The Lernaean Hydra raises its head(s) again: The Cayman Islands scheme of arrangement of Uni–Asia Holdings Limited The Grand Court recently sanctioned a members’ meeting of a company for the purpose of considering a “migration” scheme of arrangement.

The arrangement proposed by the Cayman company was that its members exchange their shares for shares in a Singaporean company. The intended objective – an internal restructure – was that the Singaporean company became the new holding company for the group and the Cayman company became its subsidiary. Shareholders may hold their shares through a central depository, with the result that a single registered shareholder (the depository) may hold shares on behalf of several owners beneficially. This poses a unique problem in a members’ scheme of arrangement because the scheme is passed on a “head count” (and “value”) test. In the Cayman Islands, the approved approach is to look through the register and treat the registered shareholder as having a head for each beneficial owner, rather than a single head, for the head count test.

The challenge then becomes how to incorporate a mechanism into the scheme documents that enfranchises those beneficial owners to vote on the scheme when that right otherwise rests with the registered shareholder. The Court had previously approved an arrangement where a nominee was obliged to specify how and for whom it was casting its votes for and against. In this instance, the Court approved a mechanism by which the nominee gave voting proxies to each beneficial owner (or someone else appointed by the owner) in respect of that owner’s shares.

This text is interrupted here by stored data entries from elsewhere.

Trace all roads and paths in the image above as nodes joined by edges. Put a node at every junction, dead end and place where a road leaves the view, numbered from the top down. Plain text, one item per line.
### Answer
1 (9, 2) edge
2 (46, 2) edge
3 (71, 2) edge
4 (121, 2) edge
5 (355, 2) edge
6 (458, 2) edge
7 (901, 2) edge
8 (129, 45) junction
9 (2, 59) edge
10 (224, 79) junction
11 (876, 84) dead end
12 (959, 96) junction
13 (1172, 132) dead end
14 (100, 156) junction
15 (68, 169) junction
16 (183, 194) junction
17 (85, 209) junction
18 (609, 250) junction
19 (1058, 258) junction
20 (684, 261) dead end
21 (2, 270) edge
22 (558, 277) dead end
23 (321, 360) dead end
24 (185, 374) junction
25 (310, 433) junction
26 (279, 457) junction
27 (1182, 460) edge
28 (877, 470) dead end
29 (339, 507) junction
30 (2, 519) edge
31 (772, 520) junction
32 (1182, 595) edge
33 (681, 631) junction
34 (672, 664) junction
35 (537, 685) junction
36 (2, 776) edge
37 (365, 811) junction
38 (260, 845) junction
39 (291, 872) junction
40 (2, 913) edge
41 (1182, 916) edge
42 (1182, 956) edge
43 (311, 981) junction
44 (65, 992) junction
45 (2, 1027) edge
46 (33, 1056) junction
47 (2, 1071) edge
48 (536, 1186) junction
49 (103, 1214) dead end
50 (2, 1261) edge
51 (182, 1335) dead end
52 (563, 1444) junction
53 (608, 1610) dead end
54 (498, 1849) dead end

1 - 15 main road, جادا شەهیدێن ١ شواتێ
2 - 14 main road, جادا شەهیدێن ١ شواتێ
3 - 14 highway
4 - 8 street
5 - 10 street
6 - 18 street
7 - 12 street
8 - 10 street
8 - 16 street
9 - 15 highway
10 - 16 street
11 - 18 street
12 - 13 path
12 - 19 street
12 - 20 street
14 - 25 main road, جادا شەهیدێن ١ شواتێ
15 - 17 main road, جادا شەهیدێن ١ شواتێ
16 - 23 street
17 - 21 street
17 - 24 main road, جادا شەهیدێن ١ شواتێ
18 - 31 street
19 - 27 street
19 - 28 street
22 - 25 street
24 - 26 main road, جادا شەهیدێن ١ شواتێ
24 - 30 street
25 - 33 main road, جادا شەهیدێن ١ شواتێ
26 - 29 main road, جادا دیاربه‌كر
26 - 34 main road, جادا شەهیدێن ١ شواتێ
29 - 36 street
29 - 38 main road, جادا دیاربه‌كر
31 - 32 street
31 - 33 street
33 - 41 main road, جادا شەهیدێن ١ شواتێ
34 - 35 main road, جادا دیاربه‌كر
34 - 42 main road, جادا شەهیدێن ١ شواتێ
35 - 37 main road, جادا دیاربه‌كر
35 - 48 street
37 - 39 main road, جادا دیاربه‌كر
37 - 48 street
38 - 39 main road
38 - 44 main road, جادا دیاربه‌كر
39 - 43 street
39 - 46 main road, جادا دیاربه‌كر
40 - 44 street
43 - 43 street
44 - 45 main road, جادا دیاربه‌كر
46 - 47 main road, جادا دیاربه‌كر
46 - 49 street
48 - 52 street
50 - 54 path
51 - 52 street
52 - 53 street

The Court rolled up its sleeves when it came to the drafting of the scheme documents on that issue (and others) requiring that:

  • This mechanism be hard wired into the scheme documents – it was not sufficient to rely on a provision in the articles of association by which the registered shareholder was “deemed” to authorise a beneficial owner to act even without a formal proxy; and

  • The order specify that the registered shareholder be able to split its vote.